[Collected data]
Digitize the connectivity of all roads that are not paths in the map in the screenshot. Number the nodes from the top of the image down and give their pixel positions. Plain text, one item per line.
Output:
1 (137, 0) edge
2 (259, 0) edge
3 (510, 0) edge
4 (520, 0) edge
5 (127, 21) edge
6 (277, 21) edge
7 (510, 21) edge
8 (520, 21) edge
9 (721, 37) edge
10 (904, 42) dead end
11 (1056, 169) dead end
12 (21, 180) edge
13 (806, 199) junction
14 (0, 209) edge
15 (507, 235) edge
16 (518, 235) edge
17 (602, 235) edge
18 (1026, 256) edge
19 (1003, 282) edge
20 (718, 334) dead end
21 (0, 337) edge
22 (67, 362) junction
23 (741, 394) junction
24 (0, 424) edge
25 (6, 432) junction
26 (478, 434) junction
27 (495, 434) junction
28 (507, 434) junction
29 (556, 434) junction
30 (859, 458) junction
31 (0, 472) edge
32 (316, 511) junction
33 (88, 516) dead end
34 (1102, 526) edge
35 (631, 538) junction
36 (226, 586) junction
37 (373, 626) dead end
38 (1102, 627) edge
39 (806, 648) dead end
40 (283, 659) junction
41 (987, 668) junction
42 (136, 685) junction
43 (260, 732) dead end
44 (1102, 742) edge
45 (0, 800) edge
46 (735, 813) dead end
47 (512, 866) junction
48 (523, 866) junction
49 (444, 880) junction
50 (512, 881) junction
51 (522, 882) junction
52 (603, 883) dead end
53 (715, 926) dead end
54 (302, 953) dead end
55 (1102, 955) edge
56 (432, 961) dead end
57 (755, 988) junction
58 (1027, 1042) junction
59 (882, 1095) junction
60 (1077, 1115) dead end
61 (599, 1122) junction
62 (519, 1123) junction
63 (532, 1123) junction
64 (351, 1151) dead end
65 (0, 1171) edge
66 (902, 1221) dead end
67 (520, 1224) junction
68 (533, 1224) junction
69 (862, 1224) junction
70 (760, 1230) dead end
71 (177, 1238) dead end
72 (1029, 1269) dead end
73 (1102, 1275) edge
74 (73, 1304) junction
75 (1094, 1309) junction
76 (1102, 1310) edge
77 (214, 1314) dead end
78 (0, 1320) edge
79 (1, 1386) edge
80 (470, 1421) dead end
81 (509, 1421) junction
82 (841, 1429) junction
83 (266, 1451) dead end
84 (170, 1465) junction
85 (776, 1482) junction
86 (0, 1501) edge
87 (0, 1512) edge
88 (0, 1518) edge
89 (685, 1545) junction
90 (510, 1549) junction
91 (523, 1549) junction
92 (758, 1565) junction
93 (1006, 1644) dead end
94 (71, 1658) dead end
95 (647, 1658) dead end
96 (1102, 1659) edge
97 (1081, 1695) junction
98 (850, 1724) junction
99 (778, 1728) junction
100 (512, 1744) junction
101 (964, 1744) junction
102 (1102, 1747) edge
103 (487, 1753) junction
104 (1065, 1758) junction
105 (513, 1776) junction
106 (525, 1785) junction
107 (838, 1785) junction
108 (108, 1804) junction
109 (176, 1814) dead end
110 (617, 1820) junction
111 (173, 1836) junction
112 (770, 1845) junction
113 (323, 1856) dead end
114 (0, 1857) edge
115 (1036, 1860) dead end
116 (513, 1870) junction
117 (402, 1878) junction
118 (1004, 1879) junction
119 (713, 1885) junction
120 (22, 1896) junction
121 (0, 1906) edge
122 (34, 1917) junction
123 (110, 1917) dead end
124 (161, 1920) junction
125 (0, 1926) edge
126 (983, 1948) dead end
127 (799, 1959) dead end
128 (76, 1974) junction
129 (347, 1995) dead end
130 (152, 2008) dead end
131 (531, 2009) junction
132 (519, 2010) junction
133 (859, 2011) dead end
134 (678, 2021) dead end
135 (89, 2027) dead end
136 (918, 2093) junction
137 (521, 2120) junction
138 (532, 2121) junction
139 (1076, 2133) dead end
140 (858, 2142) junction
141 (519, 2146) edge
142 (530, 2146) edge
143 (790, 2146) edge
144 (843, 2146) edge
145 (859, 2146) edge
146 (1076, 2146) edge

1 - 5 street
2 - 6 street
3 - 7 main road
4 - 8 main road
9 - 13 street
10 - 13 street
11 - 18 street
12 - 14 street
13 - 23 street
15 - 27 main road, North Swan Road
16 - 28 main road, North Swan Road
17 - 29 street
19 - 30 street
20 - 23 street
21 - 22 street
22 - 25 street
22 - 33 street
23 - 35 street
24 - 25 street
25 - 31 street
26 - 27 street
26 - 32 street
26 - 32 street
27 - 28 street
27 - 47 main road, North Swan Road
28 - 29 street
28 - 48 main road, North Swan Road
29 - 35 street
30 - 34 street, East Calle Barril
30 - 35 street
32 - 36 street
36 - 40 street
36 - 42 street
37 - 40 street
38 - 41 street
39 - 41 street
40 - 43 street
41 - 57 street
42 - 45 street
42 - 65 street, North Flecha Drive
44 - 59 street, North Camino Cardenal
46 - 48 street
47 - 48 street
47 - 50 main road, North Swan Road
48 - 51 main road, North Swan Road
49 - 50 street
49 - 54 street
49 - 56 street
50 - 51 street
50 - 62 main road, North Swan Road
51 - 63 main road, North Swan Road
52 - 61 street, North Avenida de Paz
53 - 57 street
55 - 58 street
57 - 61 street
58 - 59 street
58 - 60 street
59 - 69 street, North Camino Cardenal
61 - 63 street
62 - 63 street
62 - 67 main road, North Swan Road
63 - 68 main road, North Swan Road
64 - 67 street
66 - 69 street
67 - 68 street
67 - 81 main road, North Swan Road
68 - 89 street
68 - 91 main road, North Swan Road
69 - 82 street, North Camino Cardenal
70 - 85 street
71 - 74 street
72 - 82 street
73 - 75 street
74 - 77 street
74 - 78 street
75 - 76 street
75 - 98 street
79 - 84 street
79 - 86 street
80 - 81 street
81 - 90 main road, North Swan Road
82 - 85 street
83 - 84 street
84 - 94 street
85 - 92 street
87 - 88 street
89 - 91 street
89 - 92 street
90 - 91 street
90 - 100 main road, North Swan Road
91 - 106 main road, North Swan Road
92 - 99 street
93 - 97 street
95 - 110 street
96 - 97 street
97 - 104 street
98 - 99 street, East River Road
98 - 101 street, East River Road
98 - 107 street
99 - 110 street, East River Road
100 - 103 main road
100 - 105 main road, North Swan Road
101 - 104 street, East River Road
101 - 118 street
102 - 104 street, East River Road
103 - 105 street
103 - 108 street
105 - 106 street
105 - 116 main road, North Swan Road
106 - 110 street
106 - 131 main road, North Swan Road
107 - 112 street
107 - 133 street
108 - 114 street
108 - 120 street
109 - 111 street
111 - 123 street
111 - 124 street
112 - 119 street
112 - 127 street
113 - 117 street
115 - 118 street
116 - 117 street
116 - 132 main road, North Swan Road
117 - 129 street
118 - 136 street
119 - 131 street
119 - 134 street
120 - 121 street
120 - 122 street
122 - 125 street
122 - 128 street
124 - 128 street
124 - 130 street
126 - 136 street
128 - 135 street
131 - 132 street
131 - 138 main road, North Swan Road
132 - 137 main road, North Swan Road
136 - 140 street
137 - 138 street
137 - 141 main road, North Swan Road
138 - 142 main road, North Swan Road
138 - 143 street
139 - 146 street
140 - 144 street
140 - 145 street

(Exercise prompt): What lines above contain the string "East"? Copy all of them.

(Solution to the problem):
30 - 34 street, East Calle Barril
98 - 99 street, East River Road
98 - 101 street, East River Road
99 - 110 street, East River Road
101 - 104 street, East River Road
102 - 104 street, East River Road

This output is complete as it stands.